‘Sesham Mike-il Fathima’ movie review: Kalyani Priyadarshan shines in this feel-good entertainer
Debutant Manu C Kumar’s Sesham Mike-il Fathima, headlined by Kalyani Priyadarshan, is refreshing on many accounts. It is a women-centric movie and tells the story of a Muslim girl who wants to become a football commentator.
Kalyani plays the chirpy, effervescent Fathima Noorjahan, who never shies away from speaking her mind. ‘Chilambachi’ is the nickname of this chatterbox, brought up in a conservative, middle-class family, comprising her strict father, supportive mother, doting brother, and progressive grandmother. A football fan from childhood, she was a permanent fixture at football games, doubling up often as a commentator. That’s when she gets a chance to become the commentator for a local football tournament. She becomes the talk of the town. Eventually, she starts dreaming about becoming a football commentator. She even charts out a plan. But there are too many hurdles before her — opposition from her family, society, and the male-dominated governing bodies of football, etc. Her journey towards that goal is the story of Sesham Mike-il Fathima, written by the director himself.
Fathima’s character has been designed in such a way that from the beginning the audience knows that she will realise her dream. The viewer only has to wait to understand how she achieves her goal. The director has succeeded to some extent in making that journey interesting and endearing. There are several scenes that touch upon patriarchy and misogyny, as Fathima chases her goal. The high-voltage, high-energy football commentary dialogues add to the fun. There is no romantic track in the story, which is a welcome change. Instead, friendships are celebrated, albeit in an underwhelming manner.
Sesham Mike-il Fathima (Malayalam)
Director: Manu C Kumar
Cast: Kalyani Priyadarshan, Sudheesh, Aneesh Menon, Femina Jacob, Sabumon, Shaheen Siddique
Run-time: 140 minutes
Storyline: Fathima, a Muslim girl, chases her dream of becoming a football commentator against societal odds
Some fairytale-like sequences water down the narrative and fail to bring home the gravity of Fathima’s struggle to become a commentator. The audience fails to connect with Fathima’s situation and therein lies the problem in the narrative.

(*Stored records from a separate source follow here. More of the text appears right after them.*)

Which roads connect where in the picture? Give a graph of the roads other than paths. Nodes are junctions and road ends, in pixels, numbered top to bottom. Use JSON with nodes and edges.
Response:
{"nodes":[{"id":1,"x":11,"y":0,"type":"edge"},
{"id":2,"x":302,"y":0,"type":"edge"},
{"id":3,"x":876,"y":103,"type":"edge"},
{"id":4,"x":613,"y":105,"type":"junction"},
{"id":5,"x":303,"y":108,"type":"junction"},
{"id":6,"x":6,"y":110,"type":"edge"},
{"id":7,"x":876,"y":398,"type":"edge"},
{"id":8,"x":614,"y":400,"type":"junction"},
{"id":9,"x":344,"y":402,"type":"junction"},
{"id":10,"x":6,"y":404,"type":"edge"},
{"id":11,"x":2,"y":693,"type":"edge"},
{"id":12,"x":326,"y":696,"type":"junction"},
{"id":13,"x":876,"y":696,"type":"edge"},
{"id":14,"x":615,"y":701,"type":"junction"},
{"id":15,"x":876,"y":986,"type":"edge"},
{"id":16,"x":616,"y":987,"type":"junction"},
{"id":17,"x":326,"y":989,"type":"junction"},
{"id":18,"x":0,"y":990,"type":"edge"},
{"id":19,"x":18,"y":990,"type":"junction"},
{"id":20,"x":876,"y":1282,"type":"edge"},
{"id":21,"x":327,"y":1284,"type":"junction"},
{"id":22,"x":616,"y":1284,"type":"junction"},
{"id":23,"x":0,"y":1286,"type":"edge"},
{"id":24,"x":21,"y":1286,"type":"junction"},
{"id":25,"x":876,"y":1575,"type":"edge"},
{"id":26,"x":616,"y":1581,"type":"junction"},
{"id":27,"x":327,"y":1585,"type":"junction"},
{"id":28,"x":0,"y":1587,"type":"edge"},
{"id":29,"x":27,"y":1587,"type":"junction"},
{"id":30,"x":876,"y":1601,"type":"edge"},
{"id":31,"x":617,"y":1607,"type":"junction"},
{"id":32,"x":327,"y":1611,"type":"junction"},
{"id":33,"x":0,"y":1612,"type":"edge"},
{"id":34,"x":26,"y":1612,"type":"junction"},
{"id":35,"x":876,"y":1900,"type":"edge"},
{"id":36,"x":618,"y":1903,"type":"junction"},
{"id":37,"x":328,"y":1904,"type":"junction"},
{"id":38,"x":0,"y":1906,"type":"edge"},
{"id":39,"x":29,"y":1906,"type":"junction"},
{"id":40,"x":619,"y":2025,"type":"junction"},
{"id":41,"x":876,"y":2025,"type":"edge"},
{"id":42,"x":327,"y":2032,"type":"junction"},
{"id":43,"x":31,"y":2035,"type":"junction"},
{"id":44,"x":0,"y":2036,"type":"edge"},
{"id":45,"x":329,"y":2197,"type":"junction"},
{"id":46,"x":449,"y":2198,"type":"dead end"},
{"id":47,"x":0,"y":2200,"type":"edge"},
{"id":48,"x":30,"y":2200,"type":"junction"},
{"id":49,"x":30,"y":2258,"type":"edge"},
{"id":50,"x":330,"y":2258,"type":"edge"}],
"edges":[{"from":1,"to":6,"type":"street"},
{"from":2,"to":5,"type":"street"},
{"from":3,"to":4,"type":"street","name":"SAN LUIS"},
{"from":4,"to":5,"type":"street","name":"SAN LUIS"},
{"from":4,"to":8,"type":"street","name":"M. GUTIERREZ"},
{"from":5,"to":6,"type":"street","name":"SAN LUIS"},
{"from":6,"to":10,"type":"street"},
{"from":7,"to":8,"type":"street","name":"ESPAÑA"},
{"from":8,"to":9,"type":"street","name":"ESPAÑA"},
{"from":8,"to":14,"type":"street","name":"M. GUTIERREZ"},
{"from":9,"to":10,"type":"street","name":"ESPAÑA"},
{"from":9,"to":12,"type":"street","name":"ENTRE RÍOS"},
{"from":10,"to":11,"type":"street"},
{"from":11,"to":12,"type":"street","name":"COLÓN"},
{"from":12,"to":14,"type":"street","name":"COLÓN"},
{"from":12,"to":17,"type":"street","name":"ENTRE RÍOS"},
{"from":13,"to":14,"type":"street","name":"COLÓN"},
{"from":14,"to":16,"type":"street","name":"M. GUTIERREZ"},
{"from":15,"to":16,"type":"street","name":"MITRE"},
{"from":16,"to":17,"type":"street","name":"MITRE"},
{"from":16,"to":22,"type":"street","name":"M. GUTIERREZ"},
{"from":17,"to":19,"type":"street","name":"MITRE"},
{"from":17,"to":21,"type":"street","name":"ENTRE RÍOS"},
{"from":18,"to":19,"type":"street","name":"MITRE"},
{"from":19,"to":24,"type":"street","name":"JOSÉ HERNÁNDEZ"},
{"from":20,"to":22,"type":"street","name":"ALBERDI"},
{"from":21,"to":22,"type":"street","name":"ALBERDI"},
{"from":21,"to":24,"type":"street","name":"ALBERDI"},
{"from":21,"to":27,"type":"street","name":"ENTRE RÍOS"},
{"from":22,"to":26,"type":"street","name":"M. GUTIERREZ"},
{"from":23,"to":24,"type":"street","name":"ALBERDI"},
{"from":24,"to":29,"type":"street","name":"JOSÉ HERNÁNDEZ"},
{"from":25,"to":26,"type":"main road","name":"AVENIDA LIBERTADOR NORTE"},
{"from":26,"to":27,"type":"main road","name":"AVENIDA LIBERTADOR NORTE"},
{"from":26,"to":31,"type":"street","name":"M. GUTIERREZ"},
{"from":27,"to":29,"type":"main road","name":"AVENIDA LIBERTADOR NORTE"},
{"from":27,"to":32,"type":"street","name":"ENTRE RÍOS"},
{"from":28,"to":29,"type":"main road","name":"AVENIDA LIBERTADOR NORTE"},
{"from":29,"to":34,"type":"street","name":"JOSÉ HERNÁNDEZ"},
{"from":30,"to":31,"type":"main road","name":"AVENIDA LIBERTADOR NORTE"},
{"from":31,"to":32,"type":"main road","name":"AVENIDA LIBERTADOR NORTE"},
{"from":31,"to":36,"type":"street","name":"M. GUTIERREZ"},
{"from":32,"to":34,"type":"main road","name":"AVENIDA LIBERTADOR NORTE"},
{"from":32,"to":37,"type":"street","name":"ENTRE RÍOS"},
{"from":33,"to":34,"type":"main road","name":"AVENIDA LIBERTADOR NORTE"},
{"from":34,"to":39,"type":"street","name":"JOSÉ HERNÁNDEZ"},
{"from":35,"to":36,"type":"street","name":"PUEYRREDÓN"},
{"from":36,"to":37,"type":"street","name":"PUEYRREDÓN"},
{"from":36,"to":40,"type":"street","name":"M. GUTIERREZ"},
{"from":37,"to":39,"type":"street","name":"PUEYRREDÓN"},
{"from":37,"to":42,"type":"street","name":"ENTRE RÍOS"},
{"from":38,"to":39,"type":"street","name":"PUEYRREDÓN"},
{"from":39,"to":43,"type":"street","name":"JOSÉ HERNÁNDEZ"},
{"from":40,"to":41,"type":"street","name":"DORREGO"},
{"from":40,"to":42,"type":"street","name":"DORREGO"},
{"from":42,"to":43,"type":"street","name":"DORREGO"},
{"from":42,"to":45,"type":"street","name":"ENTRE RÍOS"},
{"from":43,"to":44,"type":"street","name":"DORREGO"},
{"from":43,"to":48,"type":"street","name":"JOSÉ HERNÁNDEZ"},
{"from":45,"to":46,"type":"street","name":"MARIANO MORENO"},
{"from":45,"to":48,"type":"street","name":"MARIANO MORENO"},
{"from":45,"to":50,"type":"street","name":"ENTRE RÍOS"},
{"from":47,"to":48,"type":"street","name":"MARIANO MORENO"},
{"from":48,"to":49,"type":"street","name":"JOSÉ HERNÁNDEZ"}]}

Nevertheless, the movie has a saving grace in Kalyani, who has put up an earnest performance with her screen presence. She has evolved a lot since her roles in Thallumalaand Bro Daddy. There is an ease with which she plays Fathima and she has managed to come out of her comfort zone by dubbing for a character mouthing lengthy Malayalam dialogues, especially in the North Malabar dialect. Of course, she does seem weighed down by the heavy dialogues in some scenes, thus restricting her as an actor.
Sudheesh is spot on as Fathima’s father, Muneer, a former football player who runs an automobile workshop. Even when he loves her, he is worried about what the world would say about his daughter who chooses to do something different and that dilemma is effectively portrayed by Sudheesh. There are some poignant father-daughter moments as well, supported by heartwarming dialogues. Femina Jacob, Sabumon and Shaheen Siddique do well in their small roles.
Hesham Abdul Wahab’s songs are catchy, the pick of the lot being the peppy number sung by composer Anirudh Ravichander, his first in Malayalam.
It is true that so many factors would have made Sesham Mike-il Fathima a better film. However, there is no doubt that you will walk out of the theatre with a smile on your face.